• _Exercise directions_: Pick each line that has "GIACOMO" out of the records.

• _Listed records_:
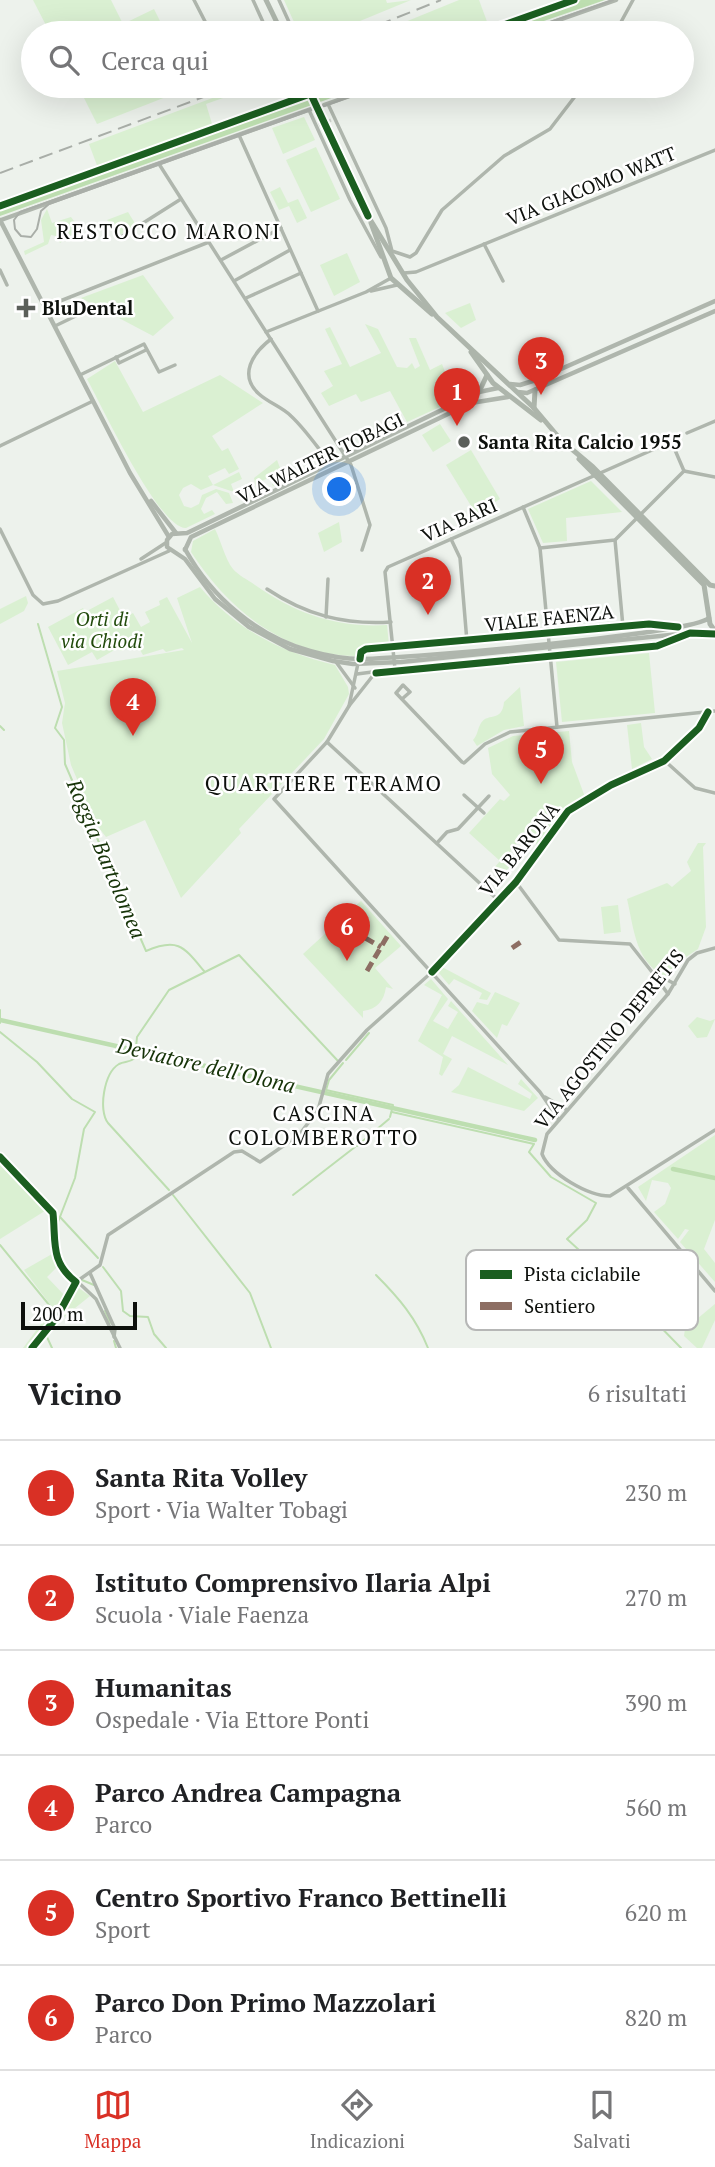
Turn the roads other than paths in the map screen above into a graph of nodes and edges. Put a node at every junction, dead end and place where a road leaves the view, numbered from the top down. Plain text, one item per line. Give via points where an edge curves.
1 (194, 0) edge
2 (253, 0) edge
3 (266, 0) edge
4 (279, 0) edge
5 (574, 0) edge
6 (616, 0) edge
7 (633, 0) edge
8 (205, 21) edge
9 (263, 21) edge
10 (276, 21) edge
11 (289, 21) edge
12 (515, 21) edge
13 (556, 21) edge
14 (622, 21) edge
15 (297, 98) edge
16 (313, 98) edge
17 (343, 98) edge
18 (574, 98) edge
19 (326, 104) joint
20 (310, 110) joint
21 (239, 135) junction
22 (713, 152) edge
23 (159, 164) junction
24 (181, 199) junction
25 (5, 205) dead end
26 (368, 216) junction
27 (0, 221) edge
28 (281, 228) junction
29 (121, 237) dead end
30 (209, 242) junction
31 (484, 244) junction
32 (290, 250) junction
33 (392, 251) junction
34 (381, 257) junction
35 (220, 260) junction
36 (0, 270) edge
37 (415, 272) junction
38 (301, 273) junction
39 (404, 273) junction
40 (391, 278) junction
41 (234, 281) junction
42 (407, 281) junction
43 (503, 281) dead end
44 (7, 285) dead end
45 (397, 285) junction
46 (366, 292) junction
47 (245, 298) junction
48 (715, 301) edge
49 (45, 307) junction
50 (318, 311) junction
51 (715, 311) edge
52 (84, 312) dead end
53 (437, 317) junction
54 (54, 326) junction
55 (649, 330) junction
56 (266, 332) junction
57 (653, 338) junction
58 (271, 339) junction
59 (467, 347) junction
60 (585, 358) junction
61 (175, 365) dead end
62 (588, 367) junction
63 (80, 375) junction
64 (488, 375) junction
65 (536, 380) junction
66 (509, 384) junction
67 (499, 388) junction
68 (537, 389) junction
69 (479, 392) junction
70 (517, 392) junction
71 (508, 397) junction
72 (93, 401) junction
73 (534, 408) junction
74 (715, 421) edge
75 (544, 423) junction
76 (687, 433) dead end
77 (0, 446) edge
78 (345, 456) junction
79 (348, 461) junction
80 (330, 463) junction
81 (684, 471) junction
82 (596, 474) junction
83 (715, 477) edge
84 (141, 491) junction
85 (523, 507) junction
86 (638, 516) junction
87 (0, 529) edge
88 (179, 534) junction
89 (168, 539) junction
90 (451, 539) junction
91 (615, 540) junction
92 (187, 541) junction
93 (540, 548) junction
94 (186, 550) junction
95 (362, 550) dead end
96 (169, 551) junction
97 (178, 554) junction
98 (131, 565) junction
99 (328, 579) dead end
100 (715, 587) edge
101 (267, 589) dead end
102 (707, 600) junction
103 (326, 617) junction
104 (709, 618) junction
105 (391, 622) junction
106 (678, 626) junction
107 (623, 627) junction
108 (690, 633) junction
109 (715, 633) edge
110 (548, 635) junction
111 (467, 642) junction
112 (549, 645) junction
113 (393, 649) junction
114 (550, 656) junction
115 (395, 660) junction
116 (333, 661) junction
117 (359, 662) junction
118 (376, 673) junction
119 (357, 674) junction
120 (364, 685) junction
121 (355, 688) junction
122 (402, 699) dead end
123 (349, 706) junction
124 (715, 711) edge
125 (708, 712) junction
126 (557, 727) junction
127 (327, 742) junction
128 (664, 761) junction
129 (715, 793) edge
130 (464, 795) dead end
131 (489, 796) dead end
132 (478, 807) junction
133 (484, 813) dead end
134 (438, 843) junction
135 (516, 882) junction
136 (499, 901) junction
137 (715, 950) edge
138 (432, 972) junction
139 (652, 972) junction
140 (675, 984) junction
141 (668, 994) junction
142 (543, 1096) junction
143 (567, 1110) junction
144 (559, 1120) junction
145 (715, 1130) edge
146 (0, 1157) edge
147 (630, 1186) junction
148 (681, 1250) edge
149 (698, 1271) edge
150 (90, 1273) junction
151 (76, 1282) junction
152 (715, 1291) edge
153 (114, 1337) junction
154 (32, 1348) edge
155 (120, 1348) edge

1 - 8 street
2 - 9 street
3 - 10 main road
4 - 11 street
5 - 12 street
6 - 13 street
7 - 14 street
15 - 25 street
16 - 26 main road, bridge
17 - 19 street
18 - 33 street via 552,127 504,156 442,210 416,253 406,257
19 - 33 street via 386,228
20 - 21 street
20 - 34 street
21 - 23 street
21 - 28 street
22 - 31 street, VIA GIACOMO WATT
23 - 24 street
23 - 27 street
24 - 29 street
24 - 30 street
26 - 33 main road
26 - 34 main road
27 - 49 street
28 - 32 street
28 - 35 street
30 - 35 street
30 - 49 street
31 - 37 street, VIA GIACOMO WATT
31 - 43 street
32 - 38 street
32 - 41 street
33 - 39 main road
34 - 40 main road
35 - 41 street
36 - 44 street
37 - 39 street
37 - 42 street
38 - 47 street
38 - 50 street
39 - 40 main road
39 - 42 main road
40 - 45 main road
40 - 46 street
41 - 47 street
42 - 45 main road
42 - 53 main road
45 - 46 street
45 - 53 main road
46 - 50 street
47 - 56 street
48 - 55 street
49 - 54 street
50 - 56 street
51 - 57 street
52 - 54 street
53 - 59 main road
54 - 63 street
55 - 57 street
55 - 60 street
56 - 58 street
57 - 62 street
58 - 78 street
58 - 80 street via 252,358 251,381 259,394 299,423
59 - 64 main road
59 - 66 main road
60 - 62 street
60 - 65 street
61 - 63 street via 159,372 144,344
62 - 68 street
63 - 72 street
64 - 67 main road
64 - 69 main road
65 - 66 street
65 - 68 street
66 - 67 main road
66 - 70 main road
67 - 69 street, VIA WALTER TOBAGI
67 - 71 main road
68 - 70 street
68 - 73 main road
69 - 78 street, VIA WALTER TOBAGI
70 - 71 main road
70 - 73 main road
71 - 75 main road
71 - 79 street, VIA WALTER TOBAGI via 471,403
72 - 77 street
72 - 84 street
73 - 75 main road
74 - 76 street
75 - 82 main road
78 - 79 street
78 - 80 street, VIA WALTER TOBAGI
79 - 92 street, VIA WALTER TOBAGI
79 - 95 street via 370,525
80 - 88 street, VIA WALTER TOBAGI
81 - 82 street, VIA BARI via 671,442
81 - 83 street
81 - 86 street
82 - 85 street, VIA BARI
82 - 86 main road
84 - 88 street
84 - 89 street
85 - 90 street, VIA BARI
85 - 93 street
86 - 91 street
86 - 100 main road
86 - 102 main road via 704,585
87 - 98 street via 33,595 43,604
88 - 89 street, VIA WALTER TOBAGI
88 - 92 street
89 - 96 street
89 - 98 street
90 - 105 street, VIA BARI via 386,568
90 - 111 street via 460,558
91 - 93 street
91 - 107 street
92 - 94 street
93 - 110 street
94 - 97 street
94 - 117 street, VIALE FAENZA via 215,591 254,625 306,650
96 - 97 street
96 - 98 street
97 - 116 street, VIALE FAENZA via 215,598 249,627 290,649
99 - 103 street
100 - 102 main road
101 - 103 street via 293,606
102 - 104 main road
103 - 105 street via 351,623
104 - 106 street, VIALE FAENZA
104 - 109 main road
105 - 113 street, VIA BARI
106 - 107 street, VIALE FAENZA
106 - 112 street, VIALE FAENZA
107 - 110 street, VIALE FAENZA
108 - 109 street, VIALE FAENZA
108 - 112 street, VIALE FAENZA
108 - 114 street, VIALE FAENZA via 657,646
110 - 111 street, VIALE FAENZA
110 - 112 street
111 - 113 street, VIALE FAENZA
112 - 114 street
112 - 115 street, VIALE FAENZA
113 - 115 street
113 - 117 street, VIALE FAENZA via 364,650
114 - 118 street, VIALE FAENZA
114 - 126 street
115 - 117 street, VIALE FAENZA
115 - 118 street, VIALE FAENZA via 394,670
116 - 117 street, VIALE FAENZA
116 - 121 street
117 - 119 street
118 - 119 street, VIALE FAENZA
118 - 120 street
119 - 121 street
120 - 121 street
120 - 123 street
121 - 123 street
122 - 126 street via 464,763 505,734
123 - 127 street
124 - 125 street
125 - 126 street
125 - 128 street, VIA BARONA via 699,728
127 - 134 street
127 - 138 street via 275,799
128 - 129 street via 695,788
128 - 135 street, VIA BARONA via 568,811
130 - 132 street
131 - 132 street
132 - 133 street
132 - 134 street
134 - 136 street
135 - 136 street, VIA BARONA
135 - 139 street via 559,940 629,944
136 - 138 street, VIA BARONA
137 - 140 street, VIA AGOSTINO DEPRETIS via 691,957
138 - 142 street
138 - 150 street, VIA BARONA via 367,1030 328,1074 318,1110 299,1135 262,1161 234,1152 111,1232 100,1265
139 - 140 street
139 - 141 street
140 - 141 street, VIA AGOSTINO DEPRETIS
141 - 143 street, VIA AGOSTINO DEPRETIS
142 - 143 street
142 - 144 street
143 - 144 street, VIA AGOSTINO DEPRETIS
144 - 147 street, VIA AGOSTINO DEPRETIS via 542,1146 549,1167 601,1196 615,1195
145 - 147 street, VIA AGOSTINO DEPRETIS
146 - 151 street via 53,1212 54,1252
147 - 148 street
149 - 152 street
150 - 151 street
150 - 153 street via 116,1329
151 - 153 street via 96,1299
151 - 154 street via 57,1317
153 - 155 street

• _Response to this exercise_:
22 - 31 street, VIA GIACOMO WATT
31 - 37 street, VIA GIACOMO WATT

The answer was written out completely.